YOUR INSTRUCTIONS: When you print the material, keep every line identical to the original.
╭─ DATA SHOWN
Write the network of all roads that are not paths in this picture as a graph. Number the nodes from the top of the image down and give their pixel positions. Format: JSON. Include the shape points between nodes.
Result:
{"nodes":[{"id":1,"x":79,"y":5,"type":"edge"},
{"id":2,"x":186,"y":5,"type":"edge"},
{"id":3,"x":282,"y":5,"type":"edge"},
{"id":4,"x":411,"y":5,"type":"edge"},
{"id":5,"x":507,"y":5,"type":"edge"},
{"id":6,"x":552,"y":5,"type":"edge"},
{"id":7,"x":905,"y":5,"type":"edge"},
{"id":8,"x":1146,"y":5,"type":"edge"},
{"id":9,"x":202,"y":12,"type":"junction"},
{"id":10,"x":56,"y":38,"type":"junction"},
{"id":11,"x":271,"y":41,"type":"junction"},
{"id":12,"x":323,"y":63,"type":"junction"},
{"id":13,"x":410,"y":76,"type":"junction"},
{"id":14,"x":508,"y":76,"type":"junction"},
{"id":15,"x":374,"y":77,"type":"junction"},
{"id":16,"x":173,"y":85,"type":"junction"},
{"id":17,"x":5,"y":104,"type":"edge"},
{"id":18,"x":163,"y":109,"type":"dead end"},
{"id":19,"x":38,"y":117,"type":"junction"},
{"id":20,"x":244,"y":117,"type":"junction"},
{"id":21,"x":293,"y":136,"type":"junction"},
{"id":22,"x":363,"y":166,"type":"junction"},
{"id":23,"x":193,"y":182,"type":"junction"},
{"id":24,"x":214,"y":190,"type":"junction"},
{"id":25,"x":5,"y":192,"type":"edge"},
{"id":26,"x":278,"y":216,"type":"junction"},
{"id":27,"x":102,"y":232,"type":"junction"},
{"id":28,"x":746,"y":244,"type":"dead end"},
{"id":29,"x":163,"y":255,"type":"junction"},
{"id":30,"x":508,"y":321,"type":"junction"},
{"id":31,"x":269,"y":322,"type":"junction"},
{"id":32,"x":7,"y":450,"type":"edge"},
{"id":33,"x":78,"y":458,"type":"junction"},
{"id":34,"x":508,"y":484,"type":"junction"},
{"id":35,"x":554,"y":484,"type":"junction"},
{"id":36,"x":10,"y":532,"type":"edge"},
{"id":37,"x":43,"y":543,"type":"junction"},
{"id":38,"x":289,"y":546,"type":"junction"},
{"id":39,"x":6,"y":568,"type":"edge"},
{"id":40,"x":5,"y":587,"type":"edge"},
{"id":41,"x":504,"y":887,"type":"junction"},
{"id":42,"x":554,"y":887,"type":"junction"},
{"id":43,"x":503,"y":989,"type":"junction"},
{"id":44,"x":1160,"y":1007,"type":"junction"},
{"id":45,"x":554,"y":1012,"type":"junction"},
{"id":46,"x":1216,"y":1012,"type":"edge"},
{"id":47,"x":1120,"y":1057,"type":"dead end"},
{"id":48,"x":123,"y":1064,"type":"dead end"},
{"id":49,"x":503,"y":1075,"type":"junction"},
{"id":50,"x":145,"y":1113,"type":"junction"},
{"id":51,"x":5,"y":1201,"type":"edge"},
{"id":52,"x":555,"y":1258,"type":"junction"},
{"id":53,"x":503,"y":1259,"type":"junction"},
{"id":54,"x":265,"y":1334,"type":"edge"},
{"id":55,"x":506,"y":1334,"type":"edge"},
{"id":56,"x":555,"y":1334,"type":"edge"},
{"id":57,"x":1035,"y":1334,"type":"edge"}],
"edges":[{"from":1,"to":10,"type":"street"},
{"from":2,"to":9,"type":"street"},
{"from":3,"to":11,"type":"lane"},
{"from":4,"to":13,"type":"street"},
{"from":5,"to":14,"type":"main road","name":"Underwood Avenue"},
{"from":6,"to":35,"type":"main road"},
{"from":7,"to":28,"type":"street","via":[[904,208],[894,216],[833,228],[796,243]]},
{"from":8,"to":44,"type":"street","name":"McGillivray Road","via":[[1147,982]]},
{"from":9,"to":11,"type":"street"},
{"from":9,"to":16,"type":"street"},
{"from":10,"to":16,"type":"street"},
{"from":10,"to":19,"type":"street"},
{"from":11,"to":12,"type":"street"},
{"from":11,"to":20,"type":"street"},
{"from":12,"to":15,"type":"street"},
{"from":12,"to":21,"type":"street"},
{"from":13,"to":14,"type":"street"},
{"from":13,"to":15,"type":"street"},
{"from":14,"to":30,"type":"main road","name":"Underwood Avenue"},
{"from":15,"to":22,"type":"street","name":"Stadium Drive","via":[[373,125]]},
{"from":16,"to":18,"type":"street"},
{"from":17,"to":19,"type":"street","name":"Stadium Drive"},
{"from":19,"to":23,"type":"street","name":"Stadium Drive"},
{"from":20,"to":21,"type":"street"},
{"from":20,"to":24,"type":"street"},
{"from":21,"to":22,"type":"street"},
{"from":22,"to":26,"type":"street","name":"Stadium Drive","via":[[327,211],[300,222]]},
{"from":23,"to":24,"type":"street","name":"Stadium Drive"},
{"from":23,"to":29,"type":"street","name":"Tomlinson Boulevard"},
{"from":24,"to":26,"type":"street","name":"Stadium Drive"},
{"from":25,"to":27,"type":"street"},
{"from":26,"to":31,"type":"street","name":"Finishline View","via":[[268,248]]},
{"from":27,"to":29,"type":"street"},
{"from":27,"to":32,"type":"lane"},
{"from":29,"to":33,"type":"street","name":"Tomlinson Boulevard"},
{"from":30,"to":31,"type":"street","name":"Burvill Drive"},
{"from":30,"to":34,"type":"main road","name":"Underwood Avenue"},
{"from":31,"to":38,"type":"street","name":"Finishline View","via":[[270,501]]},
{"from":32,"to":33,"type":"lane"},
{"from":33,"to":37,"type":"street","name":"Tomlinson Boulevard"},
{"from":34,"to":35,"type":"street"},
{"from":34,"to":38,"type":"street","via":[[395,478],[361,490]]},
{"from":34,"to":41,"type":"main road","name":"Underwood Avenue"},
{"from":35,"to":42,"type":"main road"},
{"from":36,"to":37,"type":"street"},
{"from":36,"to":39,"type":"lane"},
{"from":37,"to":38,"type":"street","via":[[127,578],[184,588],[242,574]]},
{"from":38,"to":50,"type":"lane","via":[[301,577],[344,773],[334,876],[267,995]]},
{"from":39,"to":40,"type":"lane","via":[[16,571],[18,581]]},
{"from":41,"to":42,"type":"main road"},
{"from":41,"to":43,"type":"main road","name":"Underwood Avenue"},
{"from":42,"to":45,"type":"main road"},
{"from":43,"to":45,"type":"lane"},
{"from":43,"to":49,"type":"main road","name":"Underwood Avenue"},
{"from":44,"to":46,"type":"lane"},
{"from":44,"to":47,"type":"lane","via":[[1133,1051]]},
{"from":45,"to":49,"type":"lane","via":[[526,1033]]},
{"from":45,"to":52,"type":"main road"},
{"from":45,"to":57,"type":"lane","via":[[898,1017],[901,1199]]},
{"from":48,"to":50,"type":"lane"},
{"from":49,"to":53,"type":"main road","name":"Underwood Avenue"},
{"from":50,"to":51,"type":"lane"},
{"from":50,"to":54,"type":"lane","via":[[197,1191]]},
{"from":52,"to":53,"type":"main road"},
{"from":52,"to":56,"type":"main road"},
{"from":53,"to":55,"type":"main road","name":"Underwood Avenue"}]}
╰─
REPLY TO THE EXERCISE:
Write the network of all roads that are not paths in this picture as a graph. Number the nodes from the top of the image down and give their pixel positions. Format: JSON. Include the shape points between nodes.
Result:
{"nodes":[{"id":1,"x":79,"y":5,"type":"edge"},
{"id":2,"x":186,"y":5,"type":"edge"},
{"id":3,"x":282,"y":5,"type":"edge"},
{"id":4,"x":411,"y":5,"type":"edge"},
{"id":5,"x":507,"y":5,"type":"edge"},
{"id":6,"x":552,"y":5,"type":"edge"},
{"id":7,"x":905,"y":5,"type":"edge"},
{"id":8,"x":1146,"y":5,"type":"edge"},
{"id":9,"x":202,"y":12,"type":"junction"},
{"id":10,"x":56,"y":38,"type":"junction"},
{"id":11,"x":271,"y":41,"type":"junction"},
{"id":12,"x":323,"y":63,"type":"junction"},
{"id":13,"x":410,"y":76,"type":"junction"},
{"id":14,"x":508,"y":76,"type":"junction"},
{"id":15,"x":374,"y":77,"type":"junction"},
{"id":16,"x":173,"y":85,"type":"junction"},
{"id":17,"x":5,"y":104,"type":"edge"},
{"id":18,"x":163,"y":109,"type":"dead end"},
{"id":19,"x":38,"y":117,"type":"junction"},
{"id":20,"x":244,"y":117,"type":"junction"},
{"id":21,"x":293,"y":136,"type":"junction"},
{"id":22,"x":363,"y":166,"type":"junction"},
{"id":23,"x":193,"y":182,"type":"junction"},
{"id":24,"x":214,"y":190,"type":"junction"},
{"id":25,"x":5,"y":192,"type":"edge"},
{"id":26,"x":278,"y":216,"type":"junction"},
{"id":27,"x":102,"y":232,"type":"junction"},
{"id":28,"x":746,"y":244,"type":"dead end"},
{"id":29,"x":163,"y":255,"type":"junction"},
{"id":30,"x":508,"y":321,"type":"junction"},
{"id":31,"x":269,"y":322,"type":"junction"},
{"id":32,"x":7,"y":450,"type":"edge"},
{"id":33,"x":78,"y":458,"type":"junction"},
{"id":34,"x":508,"y":484,"type":"junction"},
{"id":35,"x":554,"y":484,"type":"junction"},
{"id":36,"x":10,"y":532,"type":"edge"},
{"id":37,"x":43,"y":543,"type":"junction"},
{"id":38,"x":289,"y":546,"type":"junction"},
{"id":39,"x":6,"y":568,"type":"edge"},
{"id":40,"x":5,"y":587,"type":"edge"},
{"id":41,"x":504,"y":887,"type":"junction"},
{"id":42,"x":554,"y":887,"type":"junction"},
{"id":43,"x":503,"y":989,"type":"junction"},
{"id":44,"x":1160,"y":1007,"type":"junction"},
{"id":45,"x":554,"y":1012,"type":"junction"},
{"id":46,"x":1216,"y":1012,"type":"edge"},
{"id":47,"x":1120,"y":1057,"type":"dead end"},
{"id":48,"x":123,"y":1064,"type":"dead end"},
{"id":49,"x":503,"y":1075,"type":"junction"},
{"id":50,"x":145,"y":1113,"type":"junction"},
{"id":51,"x":5,"y":1201,"type":"edge"},
{"id":52,"x":555,"y":1258,"type":"junction"},
{"id":53,"x":503,"y":1259,"type":"junction"},
{"id":54,"x":265,"y":1334,"type":"edge"},
{"id":55,"x":506,"y":1334,"type":"edge"},
{"id":56,"x":555,"y":1334,"type":"edge"},
{"id":57,"x":1035,"y":1334,"type":"edge"}],
"edges":[{"from":1,"to":10,"type":"street"},
{"from":2,"to":9,"type":"street"},
{"from":3,"to":11,"type":"lane"},
{"from":4,"to":13,"type":"street"},
{"from":5,"to":14,"type":"main road","name":"Underwood Avenue"},
{"from":6,"to":35,"type":"main road"},
{"from":7,"to":28,"type":"street","via":[[904,208],[894,216],[833,228],[796,243]]},
{"from":8,"to":44,"type":"street","name":"McGillivray Road","via":[[1147,982]]},
{"from":9,"to":11,"type":"street"},
{"from":9,"to":16,"type":"street"},
{"from":10,"to":16,"type":"street"},
{"from":10,"to":19,"type":"street"},
{"from":11,"to":12,"type":"street"},
{"from":11,"to":20,"type":"street"},
{"from":12,"to":15,"type":"street"},
{"from":12,"to":21,"type":"street"},
{"from":13,"to":14,"type":"street"},
{"from":13,"to":15,"type":"street"},
{"from":14,"to":30,"type":"main road","name":"Underwood Avenue"},
{"from":15,"to":22,"type":"street","name":"Stadium Drive","via":[[373,125]]},
{"from":16,"to":18,"type":"street"},
{"from":17,"to":19,"type":"street","name":"Stadium Drive"},
{"from":19,"to":23,"type":"street","name":"Stadium Drive"},
{"from":20,"to":21,"type":"street"},
{"from":20,"to":24,"type":"street"},
{"from":21,"to":22,"type":"street"},
{"from":22,"to":26,"type":"street","name":"Stadium Drive","via":[[327,211],[300,222]]},
{"from":23,"to":24,"type":"street","name":"Stadium Drive"},
{"from":23,"to":29,"type":"street","name":"Tomlinson Boulevard"},
{"from":24,"to":26,"type":"street","name":"Stadium Drive"},
{"from":25,"to":27,"type":"street"},
{"from":26,"to":31,"type":"street","name":"Finishline View","via":[[268,248]]},
{"from":27,"to":29,"type":"street"},
{"from":27,"to":32,"type":"lane"},
{"from":29,"to":33,"type":"street","name":"Tomlinson Boulevard"},
{"from":30,"to":31,"type":"street","name":"Burvill Drive"},
{"from":30,"to":34,"type":"main road","name":"Underwood Avenue"},
{"from":31,"to":38,"type":"street","name":"Finishline View","via":[[270,501]]},
{"from":32,"to":33,"type":"lane"},
{"from":33,"to":37,"type":"street","name":"Tomlinson Boulevard"},
{"from":34,"to":35,"type":"street"},
{"from":34,"to":38,"type":"street","via":[[395,478],[361,490]]},
{"from":34,"to":41,"type":"main road","name":"Underwood Avenue"},
{"from":35,"to":42,"type":"main road"},
{"from":36,"to":37,"type":"street"},
{"from":36,"to":39,"type":"lane"},
{"from":37,"to":38,"type":"street","via":[[127,578],[184,588],[242,574]]},
{"from":38,"to":50,"type":"lane","via":[[301,577],[344,773],[334,876],[267,995]]},
{"from":39,"to":40,"type":"lane","via":[[16,571],[18,581]]},
{"from":41,"to":42,"type":"main road"},
{"from":41,"to":43,"type":"main road","name":"Underwood Avenue"},
{"from":42,"to":45,"type":"main road"},
{"from":43,"to":45,"type":"lane"},
{"from":43,"to":49,"type":"main road","name":"Underwood Avenue"},
{"from":44,"to":46,"type":"lane"},
{"from":44,"to":47,"type":"lane","via":[[1133,1051]]},
{"from":45,"to":49,"type":"lane","via":[[526,1033]]},
{"from":45,"to":52,"type":"main road"},
{"from":45,"to":57,"type":"lane","via":[[898,1017],[901,1199]]},
{"from":48,"to":50,"type":"lane"},
{"from":49,"to":53,"type":"main road","name":"Underwood Avenue"},
{"from":50,"to":51,"type":"lane"},
{"from":50,"to":54,"type":"lane","via":[[197,1191]]},
{"from":52,"to":53,"type":"main road"},
{"from":52,"to":56,"type":"main road"},
{"from":53,"to":55,"type":"main road","name":"Underwood Avenue"}]}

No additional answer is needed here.